## [Information shown]

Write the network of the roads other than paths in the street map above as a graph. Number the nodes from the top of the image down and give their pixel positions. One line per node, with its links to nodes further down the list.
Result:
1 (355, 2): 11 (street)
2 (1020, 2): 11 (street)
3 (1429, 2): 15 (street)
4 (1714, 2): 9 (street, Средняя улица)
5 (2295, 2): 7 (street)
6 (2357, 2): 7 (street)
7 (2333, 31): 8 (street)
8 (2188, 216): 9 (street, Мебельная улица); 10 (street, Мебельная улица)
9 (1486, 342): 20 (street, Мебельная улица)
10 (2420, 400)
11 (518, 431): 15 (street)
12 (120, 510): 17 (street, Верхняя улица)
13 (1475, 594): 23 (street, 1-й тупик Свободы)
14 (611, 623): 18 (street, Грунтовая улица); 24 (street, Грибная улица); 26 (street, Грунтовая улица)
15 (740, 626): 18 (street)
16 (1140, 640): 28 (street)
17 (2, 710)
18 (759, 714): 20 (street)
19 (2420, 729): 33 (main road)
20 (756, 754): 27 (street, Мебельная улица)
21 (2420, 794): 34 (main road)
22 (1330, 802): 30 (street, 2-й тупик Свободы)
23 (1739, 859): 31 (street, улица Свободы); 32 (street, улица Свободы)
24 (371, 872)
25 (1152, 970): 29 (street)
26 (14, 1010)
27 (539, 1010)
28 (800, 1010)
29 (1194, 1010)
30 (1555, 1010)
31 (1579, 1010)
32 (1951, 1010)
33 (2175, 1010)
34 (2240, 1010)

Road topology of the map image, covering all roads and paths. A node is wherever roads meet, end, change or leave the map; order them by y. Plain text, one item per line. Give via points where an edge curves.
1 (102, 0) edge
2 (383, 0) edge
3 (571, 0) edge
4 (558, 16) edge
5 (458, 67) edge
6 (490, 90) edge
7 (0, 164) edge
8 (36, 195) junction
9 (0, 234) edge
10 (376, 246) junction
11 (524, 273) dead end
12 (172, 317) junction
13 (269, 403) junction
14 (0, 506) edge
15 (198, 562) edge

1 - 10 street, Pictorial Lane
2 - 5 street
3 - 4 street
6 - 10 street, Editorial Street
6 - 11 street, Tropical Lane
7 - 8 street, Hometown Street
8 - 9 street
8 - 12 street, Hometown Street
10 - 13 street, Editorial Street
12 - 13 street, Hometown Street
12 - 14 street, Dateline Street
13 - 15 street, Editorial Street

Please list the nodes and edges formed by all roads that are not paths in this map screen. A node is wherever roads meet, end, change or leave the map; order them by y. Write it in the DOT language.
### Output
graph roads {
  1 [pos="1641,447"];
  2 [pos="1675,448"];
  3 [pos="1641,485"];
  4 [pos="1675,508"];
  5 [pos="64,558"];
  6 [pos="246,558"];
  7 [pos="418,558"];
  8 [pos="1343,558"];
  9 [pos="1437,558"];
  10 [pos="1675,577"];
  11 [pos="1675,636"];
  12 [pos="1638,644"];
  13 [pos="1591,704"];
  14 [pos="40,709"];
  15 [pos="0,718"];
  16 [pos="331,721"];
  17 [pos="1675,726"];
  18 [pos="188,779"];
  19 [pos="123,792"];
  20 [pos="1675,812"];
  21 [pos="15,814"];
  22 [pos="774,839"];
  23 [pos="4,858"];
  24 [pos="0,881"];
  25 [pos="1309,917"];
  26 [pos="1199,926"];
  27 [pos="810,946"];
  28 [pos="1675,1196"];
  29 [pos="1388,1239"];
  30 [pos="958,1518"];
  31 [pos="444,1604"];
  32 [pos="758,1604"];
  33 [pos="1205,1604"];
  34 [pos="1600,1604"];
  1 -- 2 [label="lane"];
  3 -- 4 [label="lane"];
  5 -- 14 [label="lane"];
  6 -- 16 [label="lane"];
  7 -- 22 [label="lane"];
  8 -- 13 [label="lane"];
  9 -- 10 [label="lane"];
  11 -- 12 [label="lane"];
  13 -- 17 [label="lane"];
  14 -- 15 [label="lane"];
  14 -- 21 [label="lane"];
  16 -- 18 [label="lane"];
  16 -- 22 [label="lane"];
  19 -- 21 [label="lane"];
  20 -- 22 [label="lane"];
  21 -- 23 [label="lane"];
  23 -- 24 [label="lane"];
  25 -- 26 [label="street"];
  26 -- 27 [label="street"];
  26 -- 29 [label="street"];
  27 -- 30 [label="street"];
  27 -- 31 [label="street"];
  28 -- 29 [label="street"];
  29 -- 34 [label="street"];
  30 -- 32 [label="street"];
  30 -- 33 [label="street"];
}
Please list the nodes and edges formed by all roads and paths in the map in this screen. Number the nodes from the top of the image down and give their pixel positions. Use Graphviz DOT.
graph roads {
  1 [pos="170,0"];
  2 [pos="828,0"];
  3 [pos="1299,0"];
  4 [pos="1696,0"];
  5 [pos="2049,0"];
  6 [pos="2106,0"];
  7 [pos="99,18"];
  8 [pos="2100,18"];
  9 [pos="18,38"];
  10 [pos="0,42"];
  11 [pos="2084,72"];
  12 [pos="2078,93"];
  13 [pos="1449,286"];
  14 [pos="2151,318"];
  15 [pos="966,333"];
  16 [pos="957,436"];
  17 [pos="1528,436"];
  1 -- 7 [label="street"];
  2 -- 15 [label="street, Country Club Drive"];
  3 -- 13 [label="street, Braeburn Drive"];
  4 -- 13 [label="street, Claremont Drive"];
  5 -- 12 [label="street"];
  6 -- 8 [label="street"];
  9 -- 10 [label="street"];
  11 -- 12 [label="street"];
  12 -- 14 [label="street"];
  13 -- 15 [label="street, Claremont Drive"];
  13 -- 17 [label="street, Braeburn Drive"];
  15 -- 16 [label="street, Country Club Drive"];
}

## [Assignment]
From the listing above, the lines starting with the one that has "Road topology of" and running through the one that has "Please list the nodes and edges formed by all roads that" should be copied exactly, ends included.

## [Answer for the task]
Road topology of the map image, covering all roads and paths. A node is wherever roads meet, end, change or leave the map; order them by y. Plain text, one item per line. Give via points where an edge curves.
1 (102, 0) edge
2 (383, 0) edge
3 (571, 0) edge
4 (558, 16) edge
5 (458, 67) edge
6 (490, 90) edge
7 (0, 164) edge
8 (36, 195) junction
9 (0, 234) edge
10 (376, 246) junction
11 (524, 273) dead end
12 (172, 317) junction
13 (269, 403) junction
14 (0, 506) edge
15 (198, 562) edge

1 - 10 street, Pictorial Lane
2 - 5 street
3 - 4 street
6 - 10 street, Editorial Street
6 - 11 street, Tropical Lane
7 - 8 street, Hometown Street
8 - 9 street
8 - 12 street, Hometown Street
10 - 13 street, Editorial Street
12 - 13 street, Hometown Street
12 - 14 street, Dateline Street
13 - 15 street, Editorial Street

Please list the nodes and edges formed by all roads that are not paths in this map screen. A node is wherever roads meet, end, change or leave the map; order them by y. Write it in the DOT language.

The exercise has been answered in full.